=== PROBLEM REQUIREMENTS ===
Keep every line of the data below that has the string "MARTIRE" and present those lines.

=== RECORDS SUPPLIED ===
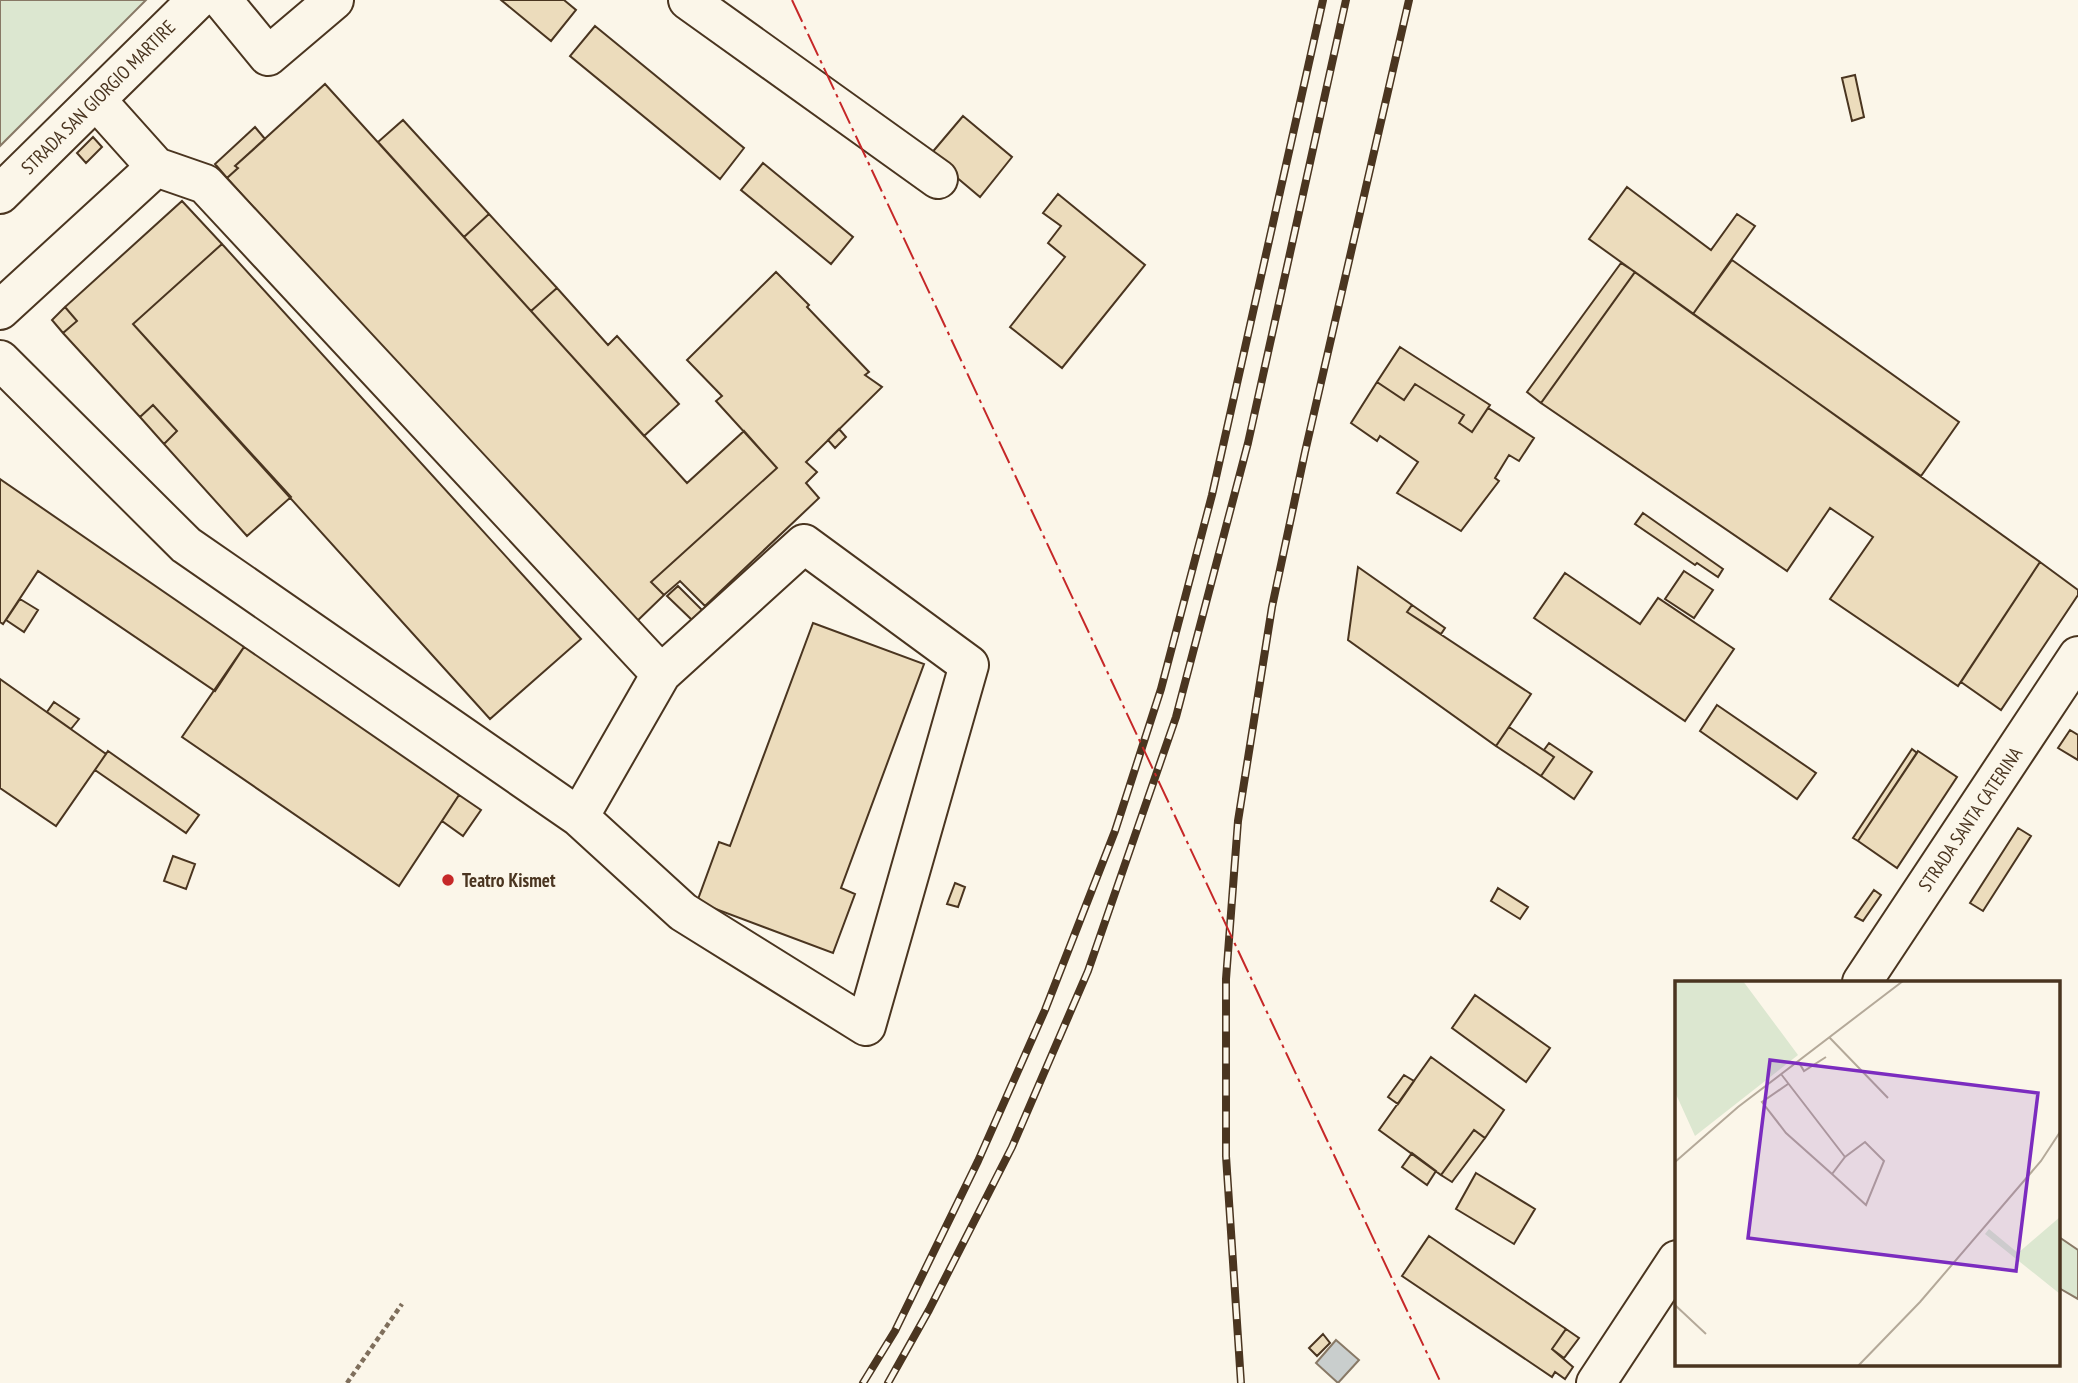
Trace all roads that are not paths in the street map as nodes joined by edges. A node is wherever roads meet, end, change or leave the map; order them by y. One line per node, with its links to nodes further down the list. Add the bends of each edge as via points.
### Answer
1 (197, 0): 5 (street, STRADA SAN GIORGIO MARTIRE)
2 (222, 0): 3 (street, via 268,56)
3 (334, 0)
4 (688, 0): 7 (street)
5 (96, 100): 6 (street); 8 (street, STRADA SAN GIORGIO MARTIRE)
6 (156, 167): 9 (street); 12 (street, via 205,184)
7 (938, 179)
8 (0, 194)
9 (0, 310)
10 (0, 360): 13 (street, via 186,545)
11 (2078, 656): 14 (street, STRADA SANTA CATERINA)
12 (661, 674): 13 (street); 13 (street, via 804,544 969,665 866,1026 683,912)
13 (579, 817)
14 (1863, 981)
15 (1675, 1263): 16 (street)
16 (1596, 1383)

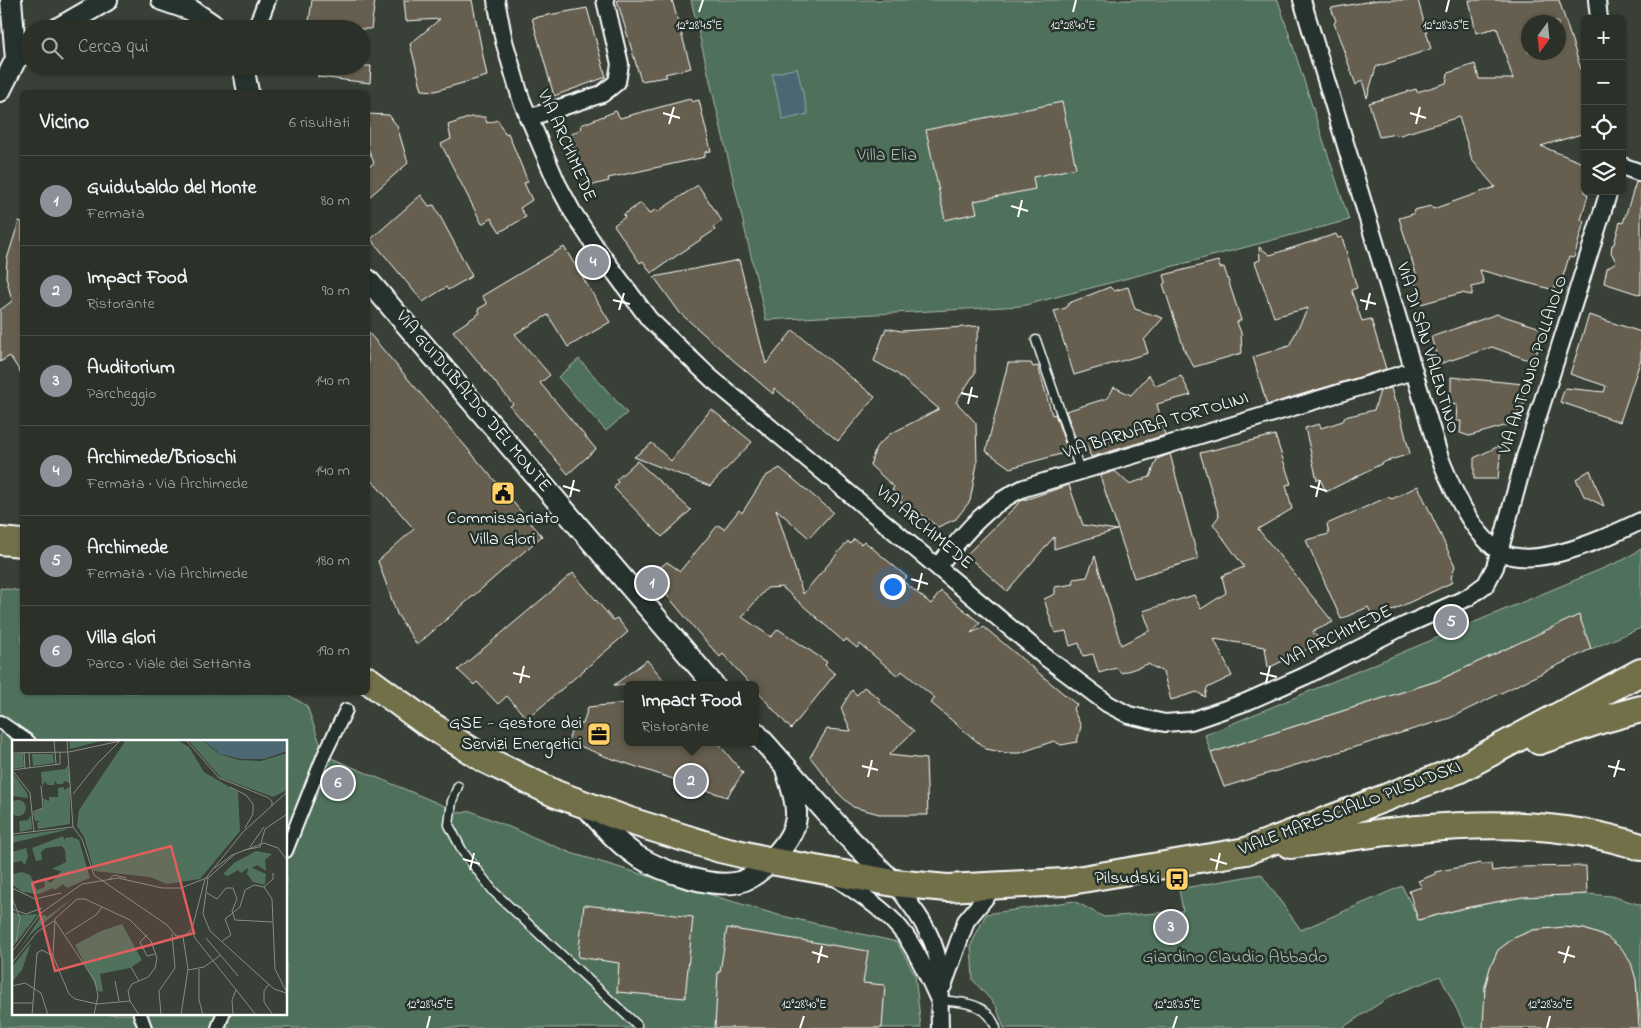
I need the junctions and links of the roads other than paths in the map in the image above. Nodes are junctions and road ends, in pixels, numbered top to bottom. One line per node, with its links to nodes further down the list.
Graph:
1 (11, 0): 13 (street)
2 (107, 0): 10 (street)
3 (162, 0): 11 (street)
4 (267, 0): 12 (street)
5 (496, 0): 18 (street, VIA ARCHIMEDE)
6 (605, 0): 18 (street)
7 (1302, 0): 24 (street, VIA DI SAN VALENTINO)
8 (1597, 0): 9 (street)
9 (1599, 15)
10 (73, 20)
11 (206, 20)
12 (259, 20)
13 (20, 45)
14 (20, 58): 17 (street)
15 (245, 75): 16 (street)
16 (248, 90)
17 (0, 91)
18 (528, 118): 30 (street, VIA ARCHIMEDE)
19 (1626, 167): 20 (street)
20 (1641, 173)
21 (1608, 195): 29 (street, VIA ANTONIO POLLAIOLO)
22 (370, 282): 33 (street, VIA GUIDUBALDO DEL MONTE)
23 (1036, 340): 25 (lane)
24 (1413, 371): 25 (street, VIA BARNABA TORTOLINI); 29 (street, VIA DI SAN VALENTINO)
25 (1080, 470): 30 (street, VIA BARNABA TORTOLINI)
26 (1641, 521): 29 (street)
27 (0, 542): 28 (main road)
28 (20, 543)
29 (1499, 551): 30 (street, VIA ARCHIMEDE)
30 (938, 566)
31 (1641, 672): 40 (main road, VIALE MARESCIALLO PILSUDSKI)
32 (370, 681): 42 (main road, VIALE MARESCIALLO PILSUDSKI)
33 (711, 681)
34 (1641, 709): 40 (main road)
35 (346, 710): 43 (street)
36 (0, 722): 38 (street)
37 (759, 737): 39 (street)
38 (26, 740)
39 (786, 768): 46 (street); 48 (street)
40 (1458, 770): 45 (main road, VIALE MARESCIALLO PILSUDSKI)
41 (458, 786): 53 (lane)
42 (584, 804): 46 (main road, VIALE MARESCIALLO PILSUDSKI); 46 (street, VIALE MARESCIALLO PILSUDSKI)
43 (288, 846)
44 (1641, 847): 45 (main road)
45 (1246, 851): 49 (main road, VIALE MARESCIALLO PILSUDSKI)
46 (771, 860): 47 (main road, VIALE MARESCIALLO PILSUDSKI)
47 (826, 871): 48 (main road, VIALE MARESCIALLO PILSUDSKI); 50 (street)
48 (894, 883): 49 (main road, VIALE MARESCIALLO PILSUDSKI); 50 (street)
49 (994, 887): 50 (street)
50 (939, 1000): 56 (street); 57 (lane)
51 (141, 1016): 54 (street)
52 (222, 1016): 55 (street)
53 (637, 1025)
54 (145, 1028)
55 (218, 1028)
56 (940, 1028)
57 (996, 1028)

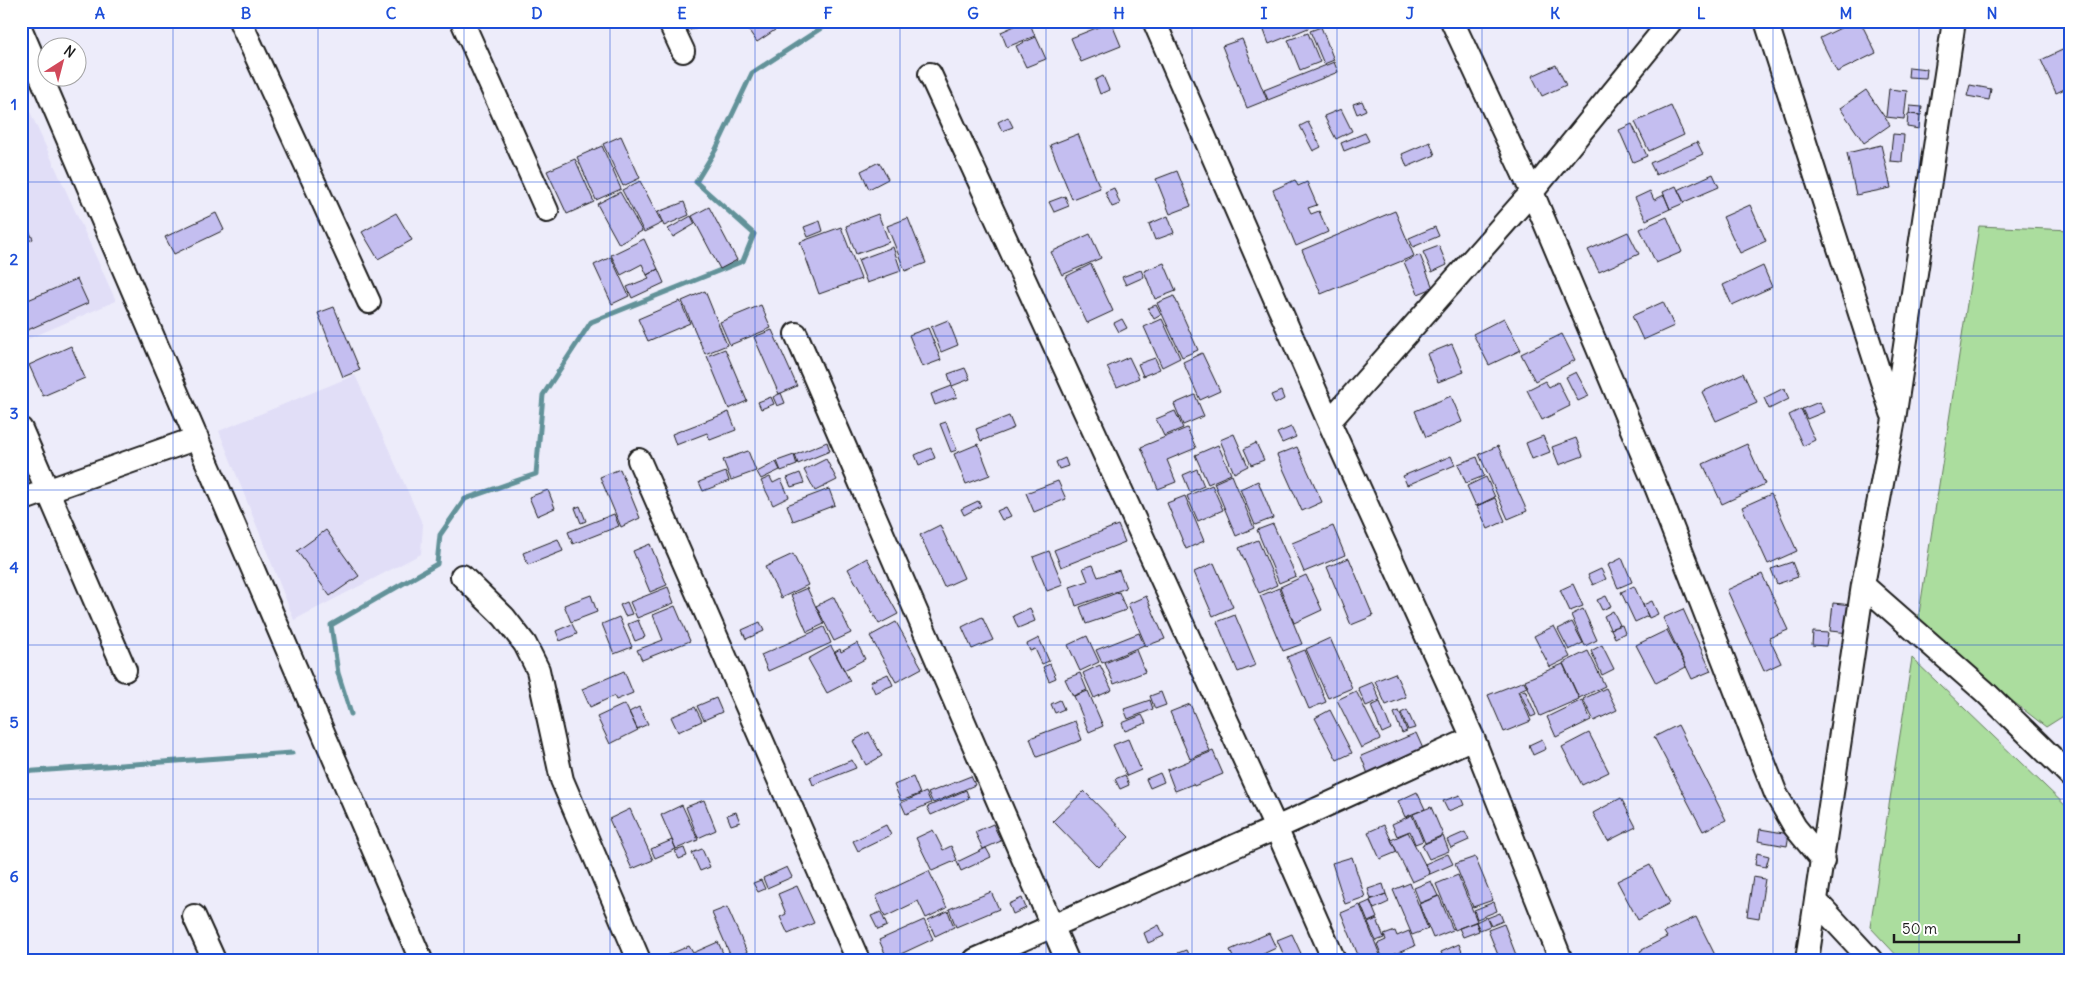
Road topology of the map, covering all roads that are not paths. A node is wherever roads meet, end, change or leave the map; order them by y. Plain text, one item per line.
1 (240, 21) edge
2 (462, 21) edge
3 (669, 21) edge
4 (1154, 21) edge
5 (1452, 21) edge
6 (1671, 21) edge
7 (1766, 21) edge
8 (1954, 21) edge
9 (21, 30) edge
10 (683, 51) dead end
11 (930, 74) dead end
12 (1532, 192) junction
13 (548, 211) dead end
14 (369, 302) dead end
15 (796, 334) dead end
16 (1894, 419) junction
17 (1329, 422) junction
18 (21, 429) edge
19 (196, 438) junction
20 (639, 460) dead end
21 (47, 491) junction
22 (21, 500) edge
23 (462, 576) dead end
24 (1863, 585) junction
25 (125, 670) dead end
26 (1473, 738) junction
27 (2071, 776) edge
28 (1276, 828) junction
29 (1823, 861) junction
30 (1817, 902) junction
31 (194, 916) dead end
32 (1051, 926) junction
33 (214, 960) edge
34 (421, 960) edge
35 (639, 960) edge
36 (858, 960) edge
37 (975, 960) edge
38 (1067, 960) edge
39 (1334, 960) edge
40 (1561, 960) edge
41 (1807, 960) edge
42 (1871, 960) edge

1 - 14 street
2 - 13 street
3 - 10 street
4 - 17 street
5 - 12 street
6 - 12 street
7 - 16 street
8 - 16 street
9 - 19 street
11 - 28 street
12 - 17 street
12 - 29 street
15 - 32 street
16 - 24 street
17 - 26 street
18 - 21 street
19 - 21 street
19 - 34 street
20 - 36 street
21 - 22 street
21 - 25 street
23 - 35 street
24 - 27 street
24 - 29 street
26 - 28 street
26 - 40 street
28 - 32 street
28 - 39 street
29 - 30 street
30 - 41 street
30 - 42 street
31 - 33 street
32 - 37 street
32 - 38 street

=== YOUR RESPONSE ===
1 (197, 0): 5 (street, STRADA SAN GIORGIO MARTIRE)
5 (96, 100): 6 (street); 8 (street, STRADA SAN GIORGIO MARTIRE)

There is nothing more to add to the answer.